▶ **What is required**
When a line below holds the string "shape", show that line.

▶ **Records to process**
=-=-=-=-=

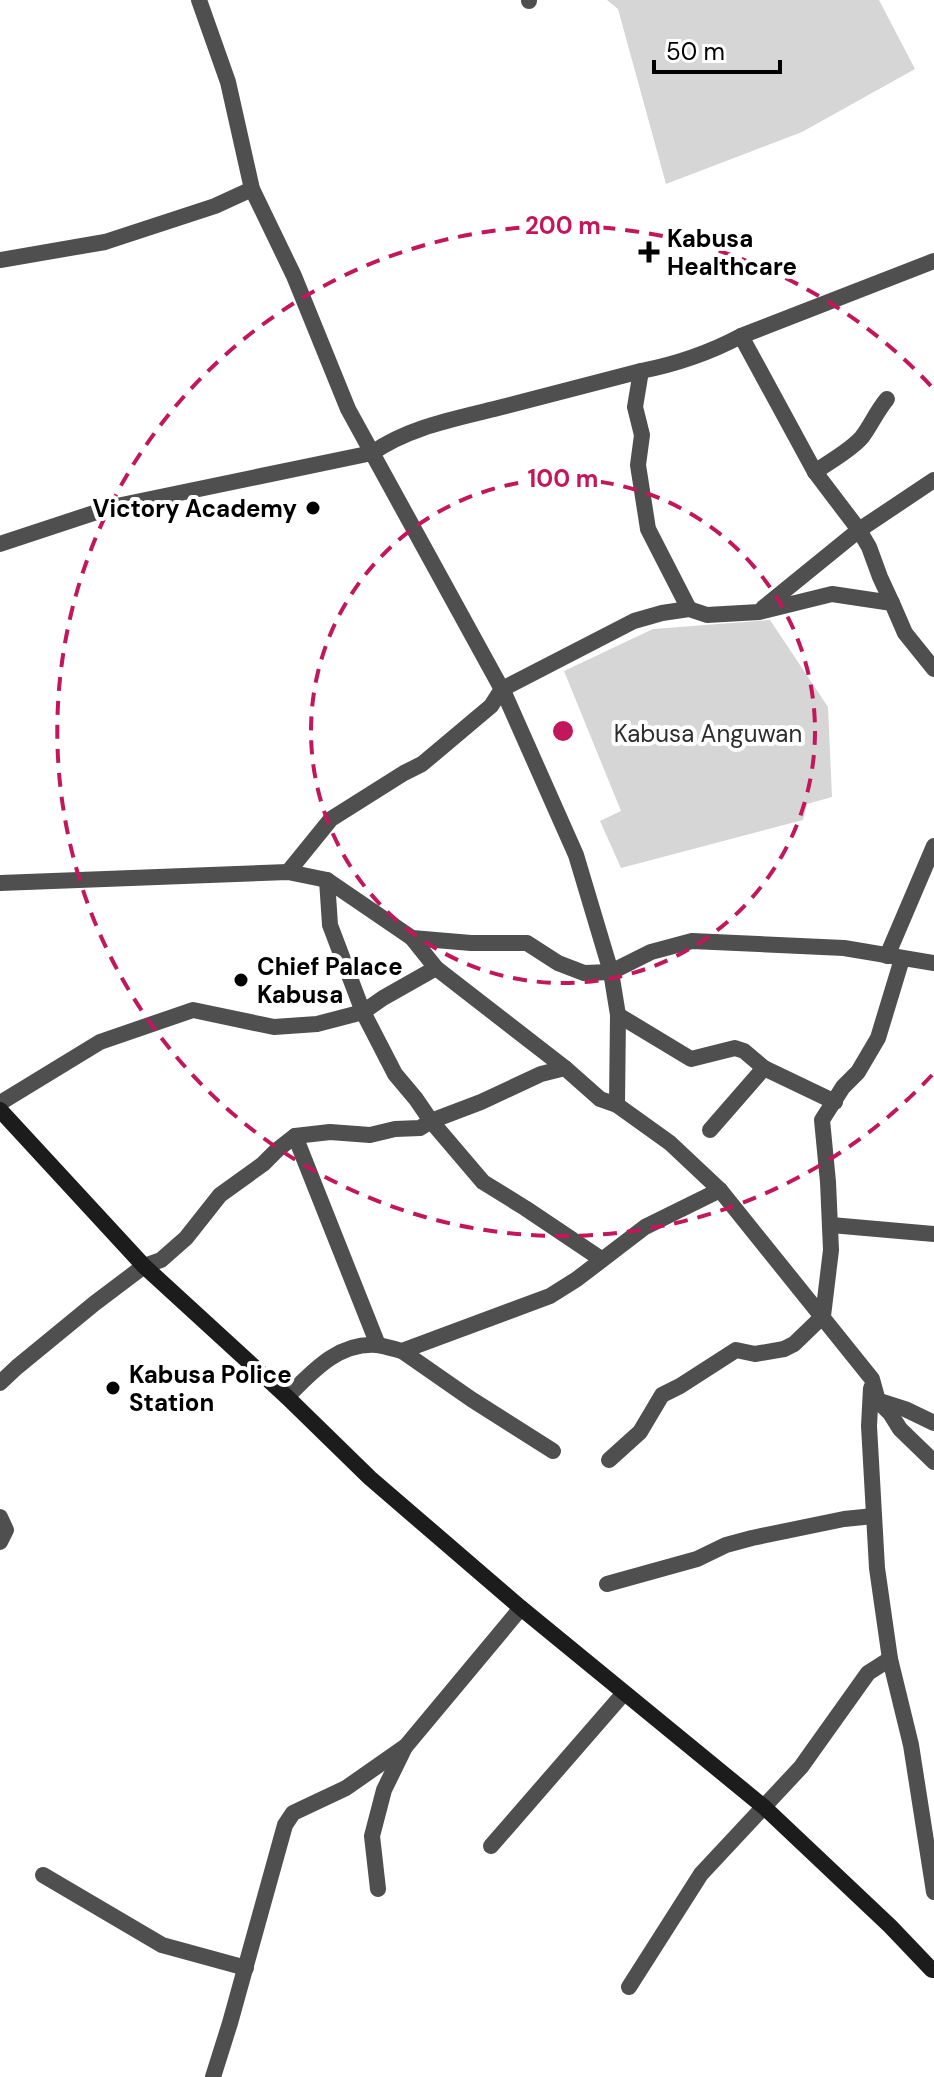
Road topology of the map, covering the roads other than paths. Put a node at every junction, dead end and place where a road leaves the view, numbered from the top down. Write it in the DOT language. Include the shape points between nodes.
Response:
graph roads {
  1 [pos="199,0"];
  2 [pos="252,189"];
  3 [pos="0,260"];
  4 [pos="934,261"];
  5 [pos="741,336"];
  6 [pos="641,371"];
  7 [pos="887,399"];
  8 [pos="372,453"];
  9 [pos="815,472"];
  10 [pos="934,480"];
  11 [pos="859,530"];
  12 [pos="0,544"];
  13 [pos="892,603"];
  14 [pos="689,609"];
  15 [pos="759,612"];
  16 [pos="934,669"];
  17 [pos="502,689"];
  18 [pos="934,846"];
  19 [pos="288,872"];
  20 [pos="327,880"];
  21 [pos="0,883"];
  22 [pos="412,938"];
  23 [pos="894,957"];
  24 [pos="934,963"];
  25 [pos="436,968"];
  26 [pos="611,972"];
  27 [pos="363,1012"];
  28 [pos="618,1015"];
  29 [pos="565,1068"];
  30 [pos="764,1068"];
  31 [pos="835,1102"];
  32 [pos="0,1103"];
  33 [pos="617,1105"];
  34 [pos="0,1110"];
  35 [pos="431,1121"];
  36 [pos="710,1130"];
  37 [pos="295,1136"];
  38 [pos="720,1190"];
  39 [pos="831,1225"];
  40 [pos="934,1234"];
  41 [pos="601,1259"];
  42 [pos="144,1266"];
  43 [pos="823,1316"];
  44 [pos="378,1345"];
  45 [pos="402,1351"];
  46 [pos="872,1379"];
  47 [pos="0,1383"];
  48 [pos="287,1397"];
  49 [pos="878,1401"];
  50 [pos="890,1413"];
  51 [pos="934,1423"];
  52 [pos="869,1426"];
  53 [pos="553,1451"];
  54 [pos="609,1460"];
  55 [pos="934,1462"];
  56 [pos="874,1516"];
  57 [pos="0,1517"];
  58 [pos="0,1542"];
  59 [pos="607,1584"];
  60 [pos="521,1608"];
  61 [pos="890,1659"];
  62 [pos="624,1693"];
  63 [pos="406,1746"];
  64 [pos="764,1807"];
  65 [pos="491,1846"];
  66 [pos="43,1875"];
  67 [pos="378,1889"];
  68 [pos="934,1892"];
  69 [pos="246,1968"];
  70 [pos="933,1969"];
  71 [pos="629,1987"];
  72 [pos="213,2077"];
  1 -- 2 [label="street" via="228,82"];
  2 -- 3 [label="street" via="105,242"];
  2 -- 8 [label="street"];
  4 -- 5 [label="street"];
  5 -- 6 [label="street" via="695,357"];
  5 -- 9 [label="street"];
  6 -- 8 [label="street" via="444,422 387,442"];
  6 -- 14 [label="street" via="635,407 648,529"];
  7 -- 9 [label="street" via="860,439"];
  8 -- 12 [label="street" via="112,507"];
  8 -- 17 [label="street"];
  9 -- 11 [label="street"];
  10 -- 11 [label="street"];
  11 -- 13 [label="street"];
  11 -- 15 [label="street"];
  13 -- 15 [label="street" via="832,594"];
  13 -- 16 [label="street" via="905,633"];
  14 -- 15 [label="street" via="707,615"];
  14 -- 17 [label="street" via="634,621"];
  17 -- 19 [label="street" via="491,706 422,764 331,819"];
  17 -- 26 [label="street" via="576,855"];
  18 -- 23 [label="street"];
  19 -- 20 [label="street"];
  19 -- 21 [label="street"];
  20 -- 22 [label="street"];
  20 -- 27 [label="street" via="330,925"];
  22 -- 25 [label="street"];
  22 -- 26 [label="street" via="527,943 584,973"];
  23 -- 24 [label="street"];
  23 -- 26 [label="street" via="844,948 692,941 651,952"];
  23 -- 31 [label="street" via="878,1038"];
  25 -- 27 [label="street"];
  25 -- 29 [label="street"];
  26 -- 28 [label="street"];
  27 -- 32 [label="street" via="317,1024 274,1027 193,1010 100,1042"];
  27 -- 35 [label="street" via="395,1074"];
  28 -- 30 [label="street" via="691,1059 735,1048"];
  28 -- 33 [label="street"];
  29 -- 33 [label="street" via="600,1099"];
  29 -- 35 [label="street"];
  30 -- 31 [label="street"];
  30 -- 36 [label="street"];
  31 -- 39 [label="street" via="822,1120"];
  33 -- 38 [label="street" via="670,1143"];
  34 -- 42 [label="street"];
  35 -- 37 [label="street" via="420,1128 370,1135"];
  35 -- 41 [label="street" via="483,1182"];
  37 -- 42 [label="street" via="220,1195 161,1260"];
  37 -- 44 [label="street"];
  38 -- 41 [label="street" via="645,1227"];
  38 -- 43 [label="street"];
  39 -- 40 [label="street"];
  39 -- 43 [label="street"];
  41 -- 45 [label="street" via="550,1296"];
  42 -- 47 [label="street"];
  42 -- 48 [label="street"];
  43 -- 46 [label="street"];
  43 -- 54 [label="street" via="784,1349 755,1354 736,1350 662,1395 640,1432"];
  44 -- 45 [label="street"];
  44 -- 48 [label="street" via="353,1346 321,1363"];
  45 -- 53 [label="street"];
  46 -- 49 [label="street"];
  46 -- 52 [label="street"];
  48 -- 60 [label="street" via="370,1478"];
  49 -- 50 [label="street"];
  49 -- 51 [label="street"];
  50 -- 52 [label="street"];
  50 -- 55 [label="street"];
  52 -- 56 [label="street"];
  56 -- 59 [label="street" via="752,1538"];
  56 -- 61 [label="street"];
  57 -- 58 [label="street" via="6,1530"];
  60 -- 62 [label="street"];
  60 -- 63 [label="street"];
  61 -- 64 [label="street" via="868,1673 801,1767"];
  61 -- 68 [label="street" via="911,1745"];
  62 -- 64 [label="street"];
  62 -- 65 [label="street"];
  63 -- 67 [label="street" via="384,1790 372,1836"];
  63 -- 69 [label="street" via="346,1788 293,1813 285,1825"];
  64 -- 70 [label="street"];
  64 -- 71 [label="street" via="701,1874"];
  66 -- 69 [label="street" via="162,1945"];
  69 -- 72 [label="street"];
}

=-=-=-=-=

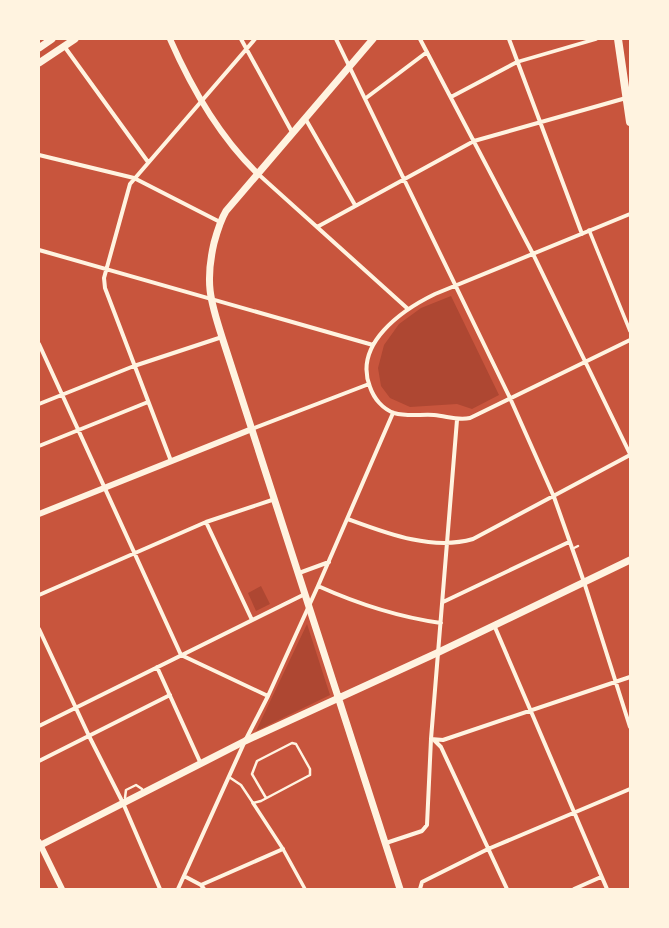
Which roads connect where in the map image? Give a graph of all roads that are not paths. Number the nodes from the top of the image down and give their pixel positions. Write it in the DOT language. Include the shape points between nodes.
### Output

=-=-=-=-=

▶ **Reply**
Road topology of the map, covering the roads other than paths. Put a node at every junction, dead end and place where a road leaves the view, numbered from the top down. Write it in the DOT language. Include the shape points between nodes.
Which roads connect where in the map image? Give a graph of all roads that are not paths. Number the nodes from the top of the image down and give their pixel positions. Write it in the DOT language. Include the shape points between nodes.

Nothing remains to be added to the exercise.